If your referring to the Socket 478 version then perhaps, but was it superior to the Socket LGA775 version by that much if at all when they should be on par with each other except the motherboards because of the memory limit I mentioned in a previous response. In the case of the Pentium 4 LGA775 with EMT64 the motherboards continued support well into the end of the Core 2's life where as I don't believe AMD can say that after going from socket 754, 939, AM2, AM3, AM3+ and so on, which intel is no better with their core i socket 1100 series for doing almost the same thing.

It's things like all that socket change that make me not want to own an Athlon 64 system or anything beyond that and the same goes for Intel 1100 socket series processors. I was not stating the disadvantages of the Pentium 4 specifically either. I was addressing all the motherboard problems that went along with the Pentium 4's bad reputation. An that is all I'm saying because your clearly being biased about Intel past record when they had to do what they did to win customers if they did and I'm guessing they did even if it was you because people bought into it were as I tried, witnessed, and researched both for years before upgrading from my Pentium III Coppermine system. It's worth noting that even the Pentium III Tualatin 1.4 GHz outperformed the Pentium 4 with the 400 MHz FSB almost all the way up to 2.0 GHz in one of the tests according to Toms hardware if it makes you feel better. If you didn't know much about computers though would you take an Athlon XP preassembled system with a CPU that has no diode to throttle down the CPU to prevent the core from melting if the heatsink fan fails instead of a Pentium 4 system with a processor that does.
 
Dude, I'm blocking you.
You are just regurgitating what I, and many others, have already written above, but in your own words.

Hope you get banned soon, troll.
 
Sharfschutze009 is right in respect to his comments about the Pentium IV vs Athlon XP.

In this era there were two main chips for enthusiasts, both iterative successors to an existing architecture.

This is of course referring to the Pentium IV "Northwood" (succeeding the atrocious Willamette). The Northwood variant in question here that everybody bought back in the day was the Pentium IV 2.4C with Hyperthreading.

On AMD's end they had the Barton cores (the last in quite a few Athlon XP revisions), in particular the 2500+ was very popular.

Both chips were considered excellent for overclocking. The Barton was about half the price or so if I recall, and the Pentium IV generally edged out the Athlon in most benchmarks, but they were usually pretty close.
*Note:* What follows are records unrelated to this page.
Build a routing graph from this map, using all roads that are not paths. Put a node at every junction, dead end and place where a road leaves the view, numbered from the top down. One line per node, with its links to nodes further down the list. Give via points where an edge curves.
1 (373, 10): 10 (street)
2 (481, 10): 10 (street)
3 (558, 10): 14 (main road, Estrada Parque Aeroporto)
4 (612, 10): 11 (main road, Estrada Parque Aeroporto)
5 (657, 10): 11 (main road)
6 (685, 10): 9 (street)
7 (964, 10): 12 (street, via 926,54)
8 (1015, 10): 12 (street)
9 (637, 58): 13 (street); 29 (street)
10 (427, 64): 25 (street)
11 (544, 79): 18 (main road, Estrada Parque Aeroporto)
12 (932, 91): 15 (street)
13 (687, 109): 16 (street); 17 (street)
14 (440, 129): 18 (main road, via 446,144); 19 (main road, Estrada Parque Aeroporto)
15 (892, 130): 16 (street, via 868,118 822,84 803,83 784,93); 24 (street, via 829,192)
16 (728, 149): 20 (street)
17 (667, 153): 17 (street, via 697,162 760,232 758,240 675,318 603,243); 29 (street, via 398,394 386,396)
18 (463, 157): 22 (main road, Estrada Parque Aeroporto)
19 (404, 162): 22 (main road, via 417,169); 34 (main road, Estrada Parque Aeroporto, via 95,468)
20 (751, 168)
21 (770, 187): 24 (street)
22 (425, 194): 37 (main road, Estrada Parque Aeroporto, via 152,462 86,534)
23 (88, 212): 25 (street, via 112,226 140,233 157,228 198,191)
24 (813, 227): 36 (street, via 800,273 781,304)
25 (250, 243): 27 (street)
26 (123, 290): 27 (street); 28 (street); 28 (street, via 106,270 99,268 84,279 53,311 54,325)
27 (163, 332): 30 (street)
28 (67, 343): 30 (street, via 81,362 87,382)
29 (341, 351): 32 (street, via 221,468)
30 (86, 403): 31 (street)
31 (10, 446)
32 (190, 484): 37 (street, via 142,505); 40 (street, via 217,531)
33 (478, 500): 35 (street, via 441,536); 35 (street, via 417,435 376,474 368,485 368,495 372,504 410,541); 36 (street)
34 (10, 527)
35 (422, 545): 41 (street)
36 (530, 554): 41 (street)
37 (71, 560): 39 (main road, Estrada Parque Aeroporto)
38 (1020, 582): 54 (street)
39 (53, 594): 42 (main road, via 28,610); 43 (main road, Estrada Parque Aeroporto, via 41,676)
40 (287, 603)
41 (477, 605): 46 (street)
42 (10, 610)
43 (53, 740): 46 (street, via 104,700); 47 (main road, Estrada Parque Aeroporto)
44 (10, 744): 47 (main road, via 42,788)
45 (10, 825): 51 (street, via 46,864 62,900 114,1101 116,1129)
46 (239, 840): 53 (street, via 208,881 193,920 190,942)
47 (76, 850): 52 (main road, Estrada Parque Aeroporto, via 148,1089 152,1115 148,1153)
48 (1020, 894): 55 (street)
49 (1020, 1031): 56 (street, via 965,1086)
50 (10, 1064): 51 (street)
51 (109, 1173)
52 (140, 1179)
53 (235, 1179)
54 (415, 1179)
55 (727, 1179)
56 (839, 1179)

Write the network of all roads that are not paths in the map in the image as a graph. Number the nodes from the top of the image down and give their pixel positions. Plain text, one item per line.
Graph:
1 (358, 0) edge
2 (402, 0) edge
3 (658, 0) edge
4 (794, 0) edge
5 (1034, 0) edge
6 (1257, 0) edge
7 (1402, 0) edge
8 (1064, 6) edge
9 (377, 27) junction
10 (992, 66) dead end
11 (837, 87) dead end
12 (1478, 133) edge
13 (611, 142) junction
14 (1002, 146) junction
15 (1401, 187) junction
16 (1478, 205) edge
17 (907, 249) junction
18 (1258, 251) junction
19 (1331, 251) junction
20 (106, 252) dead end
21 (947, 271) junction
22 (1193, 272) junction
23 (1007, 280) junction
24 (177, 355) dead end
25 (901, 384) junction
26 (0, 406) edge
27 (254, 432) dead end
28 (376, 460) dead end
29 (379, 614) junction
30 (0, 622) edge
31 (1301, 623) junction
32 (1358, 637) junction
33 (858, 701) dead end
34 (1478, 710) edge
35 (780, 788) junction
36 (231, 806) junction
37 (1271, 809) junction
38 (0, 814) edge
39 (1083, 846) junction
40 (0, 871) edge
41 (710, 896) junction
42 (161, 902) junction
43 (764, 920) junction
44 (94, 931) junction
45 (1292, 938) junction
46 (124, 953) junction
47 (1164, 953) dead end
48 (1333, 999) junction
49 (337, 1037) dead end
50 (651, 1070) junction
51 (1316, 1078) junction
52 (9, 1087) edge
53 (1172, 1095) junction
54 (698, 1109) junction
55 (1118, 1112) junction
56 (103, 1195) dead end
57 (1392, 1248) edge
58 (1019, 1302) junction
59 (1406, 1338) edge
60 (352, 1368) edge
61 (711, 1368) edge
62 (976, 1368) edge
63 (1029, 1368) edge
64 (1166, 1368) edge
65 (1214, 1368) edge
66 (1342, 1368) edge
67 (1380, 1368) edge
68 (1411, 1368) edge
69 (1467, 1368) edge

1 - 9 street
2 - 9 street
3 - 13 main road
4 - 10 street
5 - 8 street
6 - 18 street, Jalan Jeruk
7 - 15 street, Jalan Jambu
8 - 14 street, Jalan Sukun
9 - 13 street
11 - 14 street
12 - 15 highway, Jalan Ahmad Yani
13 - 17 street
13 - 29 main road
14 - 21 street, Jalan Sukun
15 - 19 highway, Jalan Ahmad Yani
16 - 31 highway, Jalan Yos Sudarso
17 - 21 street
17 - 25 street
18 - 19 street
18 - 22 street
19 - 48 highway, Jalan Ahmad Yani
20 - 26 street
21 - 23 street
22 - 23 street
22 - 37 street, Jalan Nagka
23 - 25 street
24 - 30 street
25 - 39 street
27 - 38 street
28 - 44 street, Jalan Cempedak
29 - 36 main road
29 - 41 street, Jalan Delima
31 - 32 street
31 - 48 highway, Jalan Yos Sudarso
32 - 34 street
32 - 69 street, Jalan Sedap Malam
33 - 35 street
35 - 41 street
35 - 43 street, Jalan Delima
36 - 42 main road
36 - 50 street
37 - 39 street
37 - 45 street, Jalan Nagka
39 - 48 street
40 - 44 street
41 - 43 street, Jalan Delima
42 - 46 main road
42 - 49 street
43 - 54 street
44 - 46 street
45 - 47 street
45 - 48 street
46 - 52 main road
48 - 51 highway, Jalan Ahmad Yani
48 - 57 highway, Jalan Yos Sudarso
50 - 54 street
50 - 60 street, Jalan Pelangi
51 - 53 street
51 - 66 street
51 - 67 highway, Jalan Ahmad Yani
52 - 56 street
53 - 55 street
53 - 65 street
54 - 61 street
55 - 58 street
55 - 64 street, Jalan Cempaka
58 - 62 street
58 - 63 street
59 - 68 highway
Prescott on the other hand was horrible and sounded the death knell for Pentium IV, so Intel looked back to revamping previous architecture where AMD moved forward with some very solid designs into what became the Athlon 64 and such.

So yeah while it's a little strange to resurrect this old thread about pretty much irrelevant stuff, technically he wasn't wrong about the PIV vs its current competitor in that 2002-2003 era.